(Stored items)
═══

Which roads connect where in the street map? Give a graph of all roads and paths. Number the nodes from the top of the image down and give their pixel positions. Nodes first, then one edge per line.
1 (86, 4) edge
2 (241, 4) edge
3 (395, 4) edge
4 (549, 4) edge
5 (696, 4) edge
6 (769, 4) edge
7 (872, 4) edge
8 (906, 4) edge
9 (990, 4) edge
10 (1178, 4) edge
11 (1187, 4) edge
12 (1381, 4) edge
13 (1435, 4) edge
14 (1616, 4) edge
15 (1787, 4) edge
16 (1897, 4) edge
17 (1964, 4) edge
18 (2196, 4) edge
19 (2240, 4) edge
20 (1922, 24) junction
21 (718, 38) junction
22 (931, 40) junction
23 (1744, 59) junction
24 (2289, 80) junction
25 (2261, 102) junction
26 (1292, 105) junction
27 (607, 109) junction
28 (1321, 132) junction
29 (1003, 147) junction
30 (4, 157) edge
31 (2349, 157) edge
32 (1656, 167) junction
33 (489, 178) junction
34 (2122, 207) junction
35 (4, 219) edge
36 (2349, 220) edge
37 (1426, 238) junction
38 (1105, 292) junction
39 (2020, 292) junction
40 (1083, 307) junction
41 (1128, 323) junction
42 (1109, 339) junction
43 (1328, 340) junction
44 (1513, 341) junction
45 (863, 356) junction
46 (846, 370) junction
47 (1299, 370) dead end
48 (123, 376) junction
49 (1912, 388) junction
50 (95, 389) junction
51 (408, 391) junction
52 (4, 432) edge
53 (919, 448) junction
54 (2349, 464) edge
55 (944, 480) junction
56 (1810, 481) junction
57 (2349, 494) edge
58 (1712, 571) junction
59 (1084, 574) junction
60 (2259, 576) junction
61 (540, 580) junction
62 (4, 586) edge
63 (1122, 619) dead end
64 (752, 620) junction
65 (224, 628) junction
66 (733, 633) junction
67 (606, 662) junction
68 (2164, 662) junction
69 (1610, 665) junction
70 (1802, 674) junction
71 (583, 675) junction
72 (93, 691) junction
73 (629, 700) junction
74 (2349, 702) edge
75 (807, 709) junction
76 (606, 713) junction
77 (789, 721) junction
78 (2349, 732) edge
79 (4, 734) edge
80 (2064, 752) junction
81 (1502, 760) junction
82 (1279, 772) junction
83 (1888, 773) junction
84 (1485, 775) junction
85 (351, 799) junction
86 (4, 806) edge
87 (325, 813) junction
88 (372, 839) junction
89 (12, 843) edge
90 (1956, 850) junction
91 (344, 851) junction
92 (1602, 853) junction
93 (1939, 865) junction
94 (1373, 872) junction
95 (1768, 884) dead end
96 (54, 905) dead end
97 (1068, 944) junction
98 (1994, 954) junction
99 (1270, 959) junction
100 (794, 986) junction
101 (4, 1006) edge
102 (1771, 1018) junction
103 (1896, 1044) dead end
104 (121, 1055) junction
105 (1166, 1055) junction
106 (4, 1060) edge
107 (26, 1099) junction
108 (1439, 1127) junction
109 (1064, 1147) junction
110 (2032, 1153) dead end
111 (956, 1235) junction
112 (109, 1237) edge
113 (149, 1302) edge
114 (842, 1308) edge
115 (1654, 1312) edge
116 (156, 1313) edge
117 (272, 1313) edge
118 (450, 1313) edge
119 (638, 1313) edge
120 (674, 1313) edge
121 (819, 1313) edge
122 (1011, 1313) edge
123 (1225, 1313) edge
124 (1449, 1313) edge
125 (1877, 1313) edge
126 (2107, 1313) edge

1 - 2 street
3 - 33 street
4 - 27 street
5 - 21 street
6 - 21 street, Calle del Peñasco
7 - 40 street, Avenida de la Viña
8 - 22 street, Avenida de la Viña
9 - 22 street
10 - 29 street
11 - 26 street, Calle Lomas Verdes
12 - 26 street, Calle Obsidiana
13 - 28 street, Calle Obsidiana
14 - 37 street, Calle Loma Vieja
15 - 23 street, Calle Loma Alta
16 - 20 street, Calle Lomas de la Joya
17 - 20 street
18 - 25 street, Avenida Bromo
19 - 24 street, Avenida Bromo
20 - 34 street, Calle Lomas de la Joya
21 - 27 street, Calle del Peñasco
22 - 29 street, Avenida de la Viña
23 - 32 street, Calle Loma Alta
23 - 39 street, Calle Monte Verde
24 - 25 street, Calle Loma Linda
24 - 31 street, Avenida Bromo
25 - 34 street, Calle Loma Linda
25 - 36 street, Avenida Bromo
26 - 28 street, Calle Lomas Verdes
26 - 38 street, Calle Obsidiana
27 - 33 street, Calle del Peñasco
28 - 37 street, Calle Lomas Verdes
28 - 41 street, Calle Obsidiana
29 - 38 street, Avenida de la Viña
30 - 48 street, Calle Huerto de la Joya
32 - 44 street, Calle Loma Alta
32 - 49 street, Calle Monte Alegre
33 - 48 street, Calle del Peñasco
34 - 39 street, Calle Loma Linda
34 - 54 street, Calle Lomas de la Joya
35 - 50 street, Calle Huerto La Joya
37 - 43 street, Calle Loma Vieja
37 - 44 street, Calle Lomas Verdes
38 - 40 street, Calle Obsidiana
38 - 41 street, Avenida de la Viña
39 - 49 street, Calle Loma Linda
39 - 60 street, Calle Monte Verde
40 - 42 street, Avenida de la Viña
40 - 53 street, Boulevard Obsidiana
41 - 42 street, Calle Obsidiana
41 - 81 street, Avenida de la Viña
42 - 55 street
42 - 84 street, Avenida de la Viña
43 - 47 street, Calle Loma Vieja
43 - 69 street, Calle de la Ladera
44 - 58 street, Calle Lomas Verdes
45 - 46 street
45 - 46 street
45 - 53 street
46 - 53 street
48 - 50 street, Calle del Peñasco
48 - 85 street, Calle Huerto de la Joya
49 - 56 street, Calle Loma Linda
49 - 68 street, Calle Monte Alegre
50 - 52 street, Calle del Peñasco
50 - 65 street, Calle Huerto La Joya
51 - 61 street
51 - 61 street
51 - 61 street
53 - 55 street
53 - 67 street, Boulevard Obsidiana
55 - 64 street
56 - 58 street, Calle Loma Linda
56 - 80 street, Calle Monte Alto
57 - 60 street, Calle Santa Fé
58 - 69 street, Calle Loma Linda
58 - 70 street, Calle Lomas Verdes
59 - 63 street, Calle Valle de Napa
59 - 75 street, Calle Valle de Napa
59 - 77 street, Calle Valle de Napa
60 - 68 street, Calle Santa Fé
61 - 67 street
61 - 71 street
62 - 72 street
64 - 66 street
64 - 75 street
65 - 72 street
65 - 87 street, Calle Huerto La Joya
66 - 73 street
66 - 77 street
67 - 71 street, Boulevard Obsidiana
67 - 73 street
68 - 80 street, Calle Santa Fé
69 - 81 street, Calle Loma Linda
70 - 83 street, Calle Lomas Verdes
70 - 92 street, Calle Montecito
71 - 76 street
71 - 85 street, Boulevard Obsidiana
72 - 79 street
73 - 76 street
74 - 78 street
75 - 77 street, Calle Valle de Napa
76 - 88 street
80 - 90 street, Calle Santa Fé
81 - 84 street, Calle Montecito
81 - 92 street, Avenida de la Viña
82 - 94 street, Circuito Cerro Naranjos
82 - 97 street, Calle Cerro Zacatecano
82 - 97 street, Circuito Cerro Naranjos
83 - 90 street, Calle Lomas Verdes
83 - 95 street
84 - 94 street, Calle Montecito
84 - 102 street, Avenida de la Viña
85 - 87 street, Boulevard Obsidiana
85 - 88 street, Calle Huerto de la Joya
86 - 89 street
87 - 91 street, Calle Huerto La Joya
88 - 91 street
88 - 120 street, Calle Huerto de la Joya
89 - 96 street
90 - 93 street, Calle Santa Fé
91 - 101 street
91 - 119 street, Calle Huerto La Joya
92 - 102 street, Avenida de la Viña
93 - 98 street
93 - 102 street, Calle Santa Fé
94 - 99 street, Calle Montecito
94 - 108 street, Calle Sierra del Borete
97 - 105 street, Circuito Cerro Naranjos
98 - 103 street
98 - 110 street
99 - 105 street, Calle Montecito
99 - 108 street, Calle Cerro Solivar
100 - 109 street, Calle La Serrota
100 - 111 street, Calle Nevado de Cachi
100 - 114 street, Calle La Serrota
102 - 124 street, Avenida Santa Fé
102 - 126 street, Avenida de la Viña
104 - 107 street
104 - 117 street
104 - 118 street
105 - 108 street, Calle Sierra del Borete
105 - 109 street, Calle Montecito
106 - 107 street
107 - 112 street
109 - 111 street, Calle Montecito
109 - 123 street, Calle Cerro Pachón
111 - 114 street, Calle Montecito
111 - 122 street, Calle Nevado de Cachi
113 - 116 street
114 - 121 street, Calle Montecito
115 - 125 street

═══

Task statement: Check each line of the records above for the string "Boulevard", and report every line that has it.

Output:
40 - 53 street, Boulevard Obsidiana
53 - 67 street, Boulevard Obsidiana
67 - 71 street, Boulevard Obsidiana
71 - 85 street, Boulevard Obsidiana
85 - 87 street, Boulevard Obsidiana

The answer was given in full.